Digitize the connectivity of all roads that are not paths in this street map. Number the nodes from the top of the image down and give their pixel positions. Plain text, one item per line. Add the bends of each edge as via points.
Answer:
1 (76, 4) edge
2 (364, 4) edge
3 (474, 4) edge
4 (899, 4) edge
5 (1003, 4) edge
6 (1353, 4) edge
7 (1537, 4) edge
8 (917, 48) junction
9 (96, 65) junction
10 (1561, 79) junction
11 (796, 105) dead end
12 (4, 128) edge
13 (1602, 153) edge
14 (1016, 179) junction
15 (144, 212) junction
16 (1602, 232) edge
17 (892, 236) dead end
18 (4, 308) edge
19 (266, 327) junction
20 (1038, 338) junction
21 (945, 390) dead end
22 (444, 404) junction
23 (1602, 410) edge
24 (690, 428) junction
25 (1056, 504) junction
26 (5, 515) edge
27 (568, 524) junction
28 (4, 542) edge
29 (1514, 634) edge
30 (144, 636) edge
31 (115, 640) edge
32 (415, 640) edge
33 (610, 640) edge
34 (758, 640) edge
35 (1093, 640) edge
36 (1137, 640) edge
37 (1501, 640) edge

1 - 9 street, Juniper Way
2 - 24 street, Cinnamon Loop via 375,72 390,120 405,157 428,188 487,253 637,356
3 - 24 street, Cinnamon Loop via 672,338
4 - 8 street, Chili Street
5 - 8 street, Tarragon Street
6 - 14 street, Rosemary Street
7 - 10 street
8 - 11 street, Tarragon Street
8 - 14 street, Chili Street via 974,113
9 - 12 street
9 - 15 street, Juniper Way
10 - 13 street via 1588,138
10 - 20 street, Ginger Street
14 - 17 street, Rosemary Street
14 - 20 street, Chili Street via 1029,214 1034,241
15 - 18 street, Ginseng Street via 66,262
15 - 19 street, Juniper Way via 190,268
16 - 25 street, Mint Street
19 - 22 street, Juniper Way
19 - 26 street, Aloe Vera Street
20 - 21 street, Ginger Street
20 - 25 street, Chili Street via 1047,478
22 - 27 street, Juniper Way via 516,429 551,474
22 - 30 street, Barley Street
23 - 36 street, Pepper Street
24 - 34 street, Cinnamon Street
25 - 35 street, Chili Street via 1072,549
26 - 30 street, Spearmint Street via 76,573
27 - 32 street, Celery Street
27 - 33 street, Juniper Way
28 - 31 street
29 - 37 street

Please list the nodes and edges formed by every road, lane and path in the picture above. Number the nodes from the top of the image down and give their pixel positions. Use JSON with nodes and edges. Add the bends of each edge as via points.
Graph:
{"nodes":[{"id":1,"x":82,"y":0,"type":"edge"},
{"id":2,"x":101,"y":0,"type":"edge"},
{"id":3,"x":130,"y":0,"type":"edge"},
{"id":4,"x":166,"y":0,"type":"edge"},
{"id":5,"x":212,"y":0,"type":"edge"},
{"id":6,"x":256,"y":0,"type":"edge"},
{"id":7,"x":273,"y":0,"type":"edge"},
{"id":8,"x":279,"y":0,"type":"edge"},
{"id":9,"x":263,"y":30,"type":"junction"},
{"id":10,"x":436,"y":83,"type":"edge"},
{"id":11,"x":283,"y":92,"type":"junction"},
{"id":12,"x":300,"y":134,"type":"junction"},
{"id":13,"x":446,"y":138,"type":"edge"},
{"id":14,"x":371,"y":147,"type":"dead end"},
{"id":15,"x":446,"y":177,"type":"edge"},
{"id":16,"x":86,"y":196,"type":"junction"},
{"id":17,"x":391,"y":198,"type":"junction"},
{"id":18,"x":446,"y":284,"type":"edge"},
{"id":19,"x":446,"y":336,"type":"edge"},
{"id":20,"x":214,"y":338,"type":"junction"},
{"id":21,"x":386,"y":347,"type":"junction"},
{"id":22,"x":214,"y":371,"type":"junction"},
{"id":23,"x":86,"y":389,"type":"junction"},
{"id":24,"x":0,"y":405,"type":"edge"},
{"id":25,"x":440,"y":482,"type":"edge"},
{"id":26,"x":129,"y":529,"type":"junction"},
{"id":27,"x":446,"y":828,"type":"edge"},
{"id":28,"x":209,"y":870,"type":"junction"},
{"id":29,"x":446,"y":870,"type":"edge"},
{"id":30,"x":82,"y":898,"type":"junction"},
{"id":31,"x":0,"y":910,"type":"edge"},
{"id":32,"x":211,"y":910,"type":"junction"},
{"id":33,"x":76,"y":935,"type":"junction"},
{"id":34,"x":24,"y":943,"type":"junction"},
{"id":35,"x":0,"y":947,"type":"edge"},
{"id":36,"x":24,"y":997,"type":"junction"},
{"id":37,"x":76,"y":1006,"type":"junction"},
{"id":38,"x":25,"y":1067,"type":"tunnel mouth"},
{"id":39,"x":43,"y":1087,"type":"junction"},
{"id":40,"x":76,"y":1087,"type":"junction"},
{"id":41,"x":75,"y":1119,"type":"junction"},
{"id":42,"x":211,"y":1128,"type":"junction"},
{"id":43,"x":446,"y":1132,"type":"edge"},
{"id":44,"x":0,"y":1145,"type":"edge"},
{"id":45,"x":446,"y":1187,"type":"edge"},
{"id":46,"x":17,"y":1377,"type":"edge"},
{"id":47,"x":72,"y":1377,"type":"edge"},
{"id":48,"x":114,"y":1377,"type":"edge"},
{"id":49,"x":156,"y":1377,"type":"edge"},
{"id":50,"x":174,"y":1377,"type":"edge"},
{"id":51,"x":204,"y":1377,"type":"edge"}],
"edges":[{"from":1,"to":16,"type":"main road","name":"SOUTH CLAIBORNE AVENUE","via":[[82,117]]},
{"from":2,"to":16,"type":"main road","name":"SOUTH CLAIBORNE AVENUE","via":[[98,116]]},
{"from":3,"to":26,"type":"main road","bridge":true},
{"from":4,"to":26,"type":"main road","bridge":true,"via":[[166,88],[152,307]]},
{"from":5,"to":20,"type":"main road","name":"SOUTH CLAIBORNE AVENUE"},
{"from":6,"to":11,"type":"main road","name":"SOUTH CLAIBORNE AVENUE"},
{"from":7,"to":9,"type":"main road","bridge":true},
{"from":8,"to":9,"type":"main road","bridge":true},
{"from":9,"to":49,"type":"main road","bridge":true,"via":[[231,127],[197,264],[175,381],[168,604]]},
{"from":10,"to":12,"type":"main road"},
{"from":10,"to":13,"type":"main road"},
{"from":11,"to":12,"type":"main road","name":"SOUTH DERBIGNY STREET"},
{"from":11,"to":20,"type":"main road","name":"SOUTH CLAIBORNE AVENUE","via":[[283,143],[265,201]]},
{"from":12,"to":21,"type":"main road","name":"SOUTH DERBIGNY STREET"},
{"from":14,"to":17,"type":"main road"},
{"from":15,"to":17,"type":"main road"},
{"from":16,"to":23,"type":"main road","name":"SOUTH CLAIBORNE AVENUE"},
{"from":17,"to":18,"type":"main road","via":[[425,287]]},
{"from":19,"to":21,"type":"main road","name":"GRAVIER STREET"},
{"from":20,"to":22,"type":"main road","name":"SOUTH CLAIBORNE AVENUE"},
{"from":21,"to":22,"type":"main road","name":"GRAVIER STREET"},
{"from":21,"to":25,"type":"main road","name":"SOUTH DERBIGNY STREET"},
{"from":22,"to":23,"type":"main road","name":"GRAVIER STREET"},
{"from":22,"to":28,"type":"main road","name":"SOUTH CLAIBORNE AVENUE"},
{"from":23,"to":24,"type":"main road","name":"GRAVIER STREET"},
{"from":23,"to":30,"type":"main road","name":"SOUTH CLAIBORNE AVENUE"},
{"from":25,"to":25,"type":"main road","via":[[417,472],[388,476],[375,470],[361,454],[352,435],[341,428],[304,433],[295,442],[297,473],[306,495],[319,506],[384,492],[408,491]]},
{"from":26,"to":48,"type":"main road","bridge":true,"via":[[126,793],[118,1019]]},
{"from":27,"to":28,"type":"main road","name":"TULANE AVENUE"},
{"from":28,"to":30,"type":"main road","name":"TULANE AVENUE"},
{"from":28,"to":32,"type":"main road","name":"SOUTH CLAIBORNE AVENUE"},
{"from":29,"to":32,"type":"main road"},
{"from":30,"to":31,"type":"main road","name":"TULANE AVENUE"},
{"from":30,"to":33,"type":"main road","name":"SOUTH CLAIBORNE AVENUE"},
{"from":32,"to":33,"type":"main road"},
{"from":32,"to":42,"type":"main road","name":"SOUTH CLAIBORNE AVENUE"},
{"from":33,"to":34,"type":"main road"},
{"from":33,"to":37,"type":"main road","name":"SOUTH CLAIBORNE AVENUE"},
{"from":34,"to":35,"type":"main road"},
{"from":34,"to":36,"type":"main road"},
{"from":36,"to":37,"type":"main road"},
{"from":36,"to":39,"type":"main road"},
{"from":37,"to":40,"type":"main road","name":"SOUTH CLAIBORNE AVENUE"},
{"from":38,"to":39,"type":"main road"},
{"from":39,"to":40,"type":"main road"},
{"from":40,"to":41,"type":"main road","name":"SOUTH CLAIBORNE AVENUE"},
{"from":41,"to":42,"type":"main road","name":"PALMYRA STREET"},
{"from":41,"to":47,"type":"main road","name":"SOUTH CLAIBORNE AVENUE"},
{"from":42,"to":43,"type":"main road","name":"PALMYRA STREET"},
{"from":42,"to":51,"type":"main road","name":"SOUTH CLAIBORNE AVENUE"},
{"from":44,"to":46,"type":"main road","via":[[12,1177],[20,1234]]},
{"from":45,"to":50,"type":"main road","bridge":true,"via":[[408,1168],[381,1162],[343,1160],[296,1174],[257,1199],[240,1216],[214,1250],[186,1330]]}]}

----

= DESCRIPTION OF THE TASK =
The only acceptable answer is a number: how many lines of the listing contain the word "down".

= TASK RESPONSE =
2